## INPUT DATA
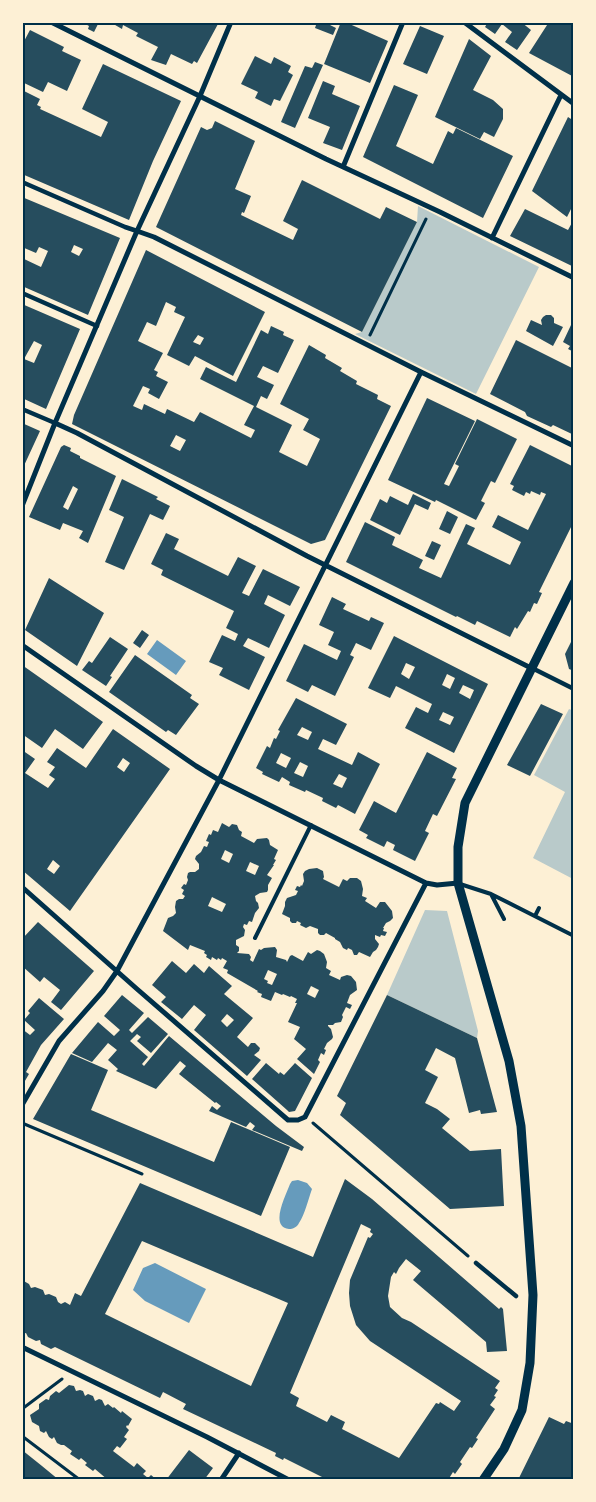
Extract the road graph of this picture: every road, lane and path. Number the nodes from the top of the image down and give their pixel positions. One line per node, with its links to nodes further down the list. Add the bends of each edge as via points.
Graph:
1 (50, 22): 6 (street)
2 (231, 22): 6 (street)
3 (404, 22): 8 (street)
4 (464, 22): 5 (street)
5 (561, 95): 7 (street); 12 (street)
6 (200, 96): 8 (street); 11 (street)
7 (574, 104)
8 (343, 167): 10 (street)
9 (22, 182): 11 (street)
10 (431, 208): 12 (street); 16 (path)
11 (137, 231): 15 (street); 16 (street)
12 (492, 238): 13 (street)
13 (574, 278)
14 (22, 293): 15 (street)
15 (98, 326): 19 (street)
16 (365, 344): 17 (street)
17 (421, 372): 20 (street); 22 (street)
18 (22, 409): 19 (street)
19 (55, 423): 21 (street); 22 (street)
20 (574, 446)
21 (23, 502)
22 (326, 565): 25 (street); 27 (street)
23 (574, 583): 25 (street)
24 (22, 645): 27 (street)
25 (531, 668): 26 (street); 30 (street, via 465,803 458,847)
26 (574, 689)
27 (219, 780): 28 (street); 38 (street)
28 (311, 826): 29 (street); 37 (lane)
29 (426, 883): 30 (street); 38 (street, via 305,1117 298,1120 288,1120)
30 (458, 883): 32 (lane); 53 (street, via 509,1061 521,1126 533,1295 530,1363 522,1410 504,1450)
31 (22, 887): 38 (street)
32 (491, 894): 34 (lane); 35 (lane)
33 (539, 908): 34 (lane)
34 (534, 916): 36 (lane)
35 (504, 919)
36 (574, 936)
37 (255, 938)
38 (117, 971): 39 (street, via 59,1041)
39 (22, 1105)
40 (22, 1123): 42 (path)
41 (322, 1131): 43 (path)
42 (142, 1174)
43 (476, 1263): 44 (street)
44 (516, 1296)
45 (22, 1347): 46 (street)
46 (72, 1371): 47 (path); 49 (street)
47 (22, 1409)
48 (22, 1436): 50 (path)
49 (239, 1453): 51 (street); 52 (street)
50 (80, 1480)
51 (221, 1480)
52 (290, 1480)
53 (483, 1480)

## WHAT THE TASK ASKS
Return the records exactly as they stand, and drop every picture.

## RESPONSE TO THIS EXERCISE
Extract the road graph of this picture: every road, lane and path. Number the nodes from the top of the image down and give their pixel positions. One line per node, with its links to nodes further down the list. Add the bends of each edge as via points.
Graph:
1 (50, 22): 6 (street)
2 (231, 22): 6 (street)
3 (404, 22): 8 (street)
4 (464, 22): 5 (street)
5 (561, 95): 7 (street); 12 (street)
6 (200, 96): 8 (street); 11 (street)
7 (574, 104)
8 (343, 167): 10 (street)
9 (22, 182): 11 (street)
10 (431, 208): 12 (street); 16 (path)
11 (137, 231): 15 (street); 16 (street)
12 (492, 238): 13 (street)
13 (574, 278)
14 (22, 293): 15 (street)
15 (98, 326): 19 (street)
16 (365, 344): 17 (street)
17 (421, 372): 20 (street); 22 (street)
18 (22, 409): 19 (street)
19 (55, 423): 21 (street); 22 (street)
20 (574, 446)
21 (23, 502)
22 (326, 565): 25 (street); 27 (street)
23 (574, 583): 25 (street)
24 (22, 645): 27 (street)
25 (531, 668): 26 (street); 30 (street, via 465,803 458,847)
26 (574, 689)
27 (219, 780): 28 (street); 38 (street)
28 (311, 826): 29 (street); 37 (lane)
29 (426, 883): 30 (street); 38 (street, via 305,1117 298,1120 288,1120)
30 (458, 883): 32 (lane); 53 (street, via 509,1061 521,1126 533,1295 530,1363 522,1410 504,1450)
31 (22, 887): 38 (street)
32 (491, 894): 34 (lane); 35 (lane)
33 (539, 908): 34 (lane)
34 (534, 916): 36 (lane)
35 (504, 919)
36 (574, 936)
37 (255, 938)
38 (117, 971): 39 (street, via 59,1041)
39 (22, 1105)
40 (22, 1123): 42 (path)
41 (322, 1131): 43 (path)
42 (142, 1174)
43 (476, 1263): 44 (street)
44 (516, 1296)
45 (22, 1347): 46 (street)
46 (72, 1371): 47 (path); 49 (street)
47 (22, 1409)
48 (22, 1436): 50 (path)
49 (239, 1453): 51 (street); 52 (street)
50 (80, 1480)
51 (221, 1480)
52 (290, 1480)
53 (483, 1480)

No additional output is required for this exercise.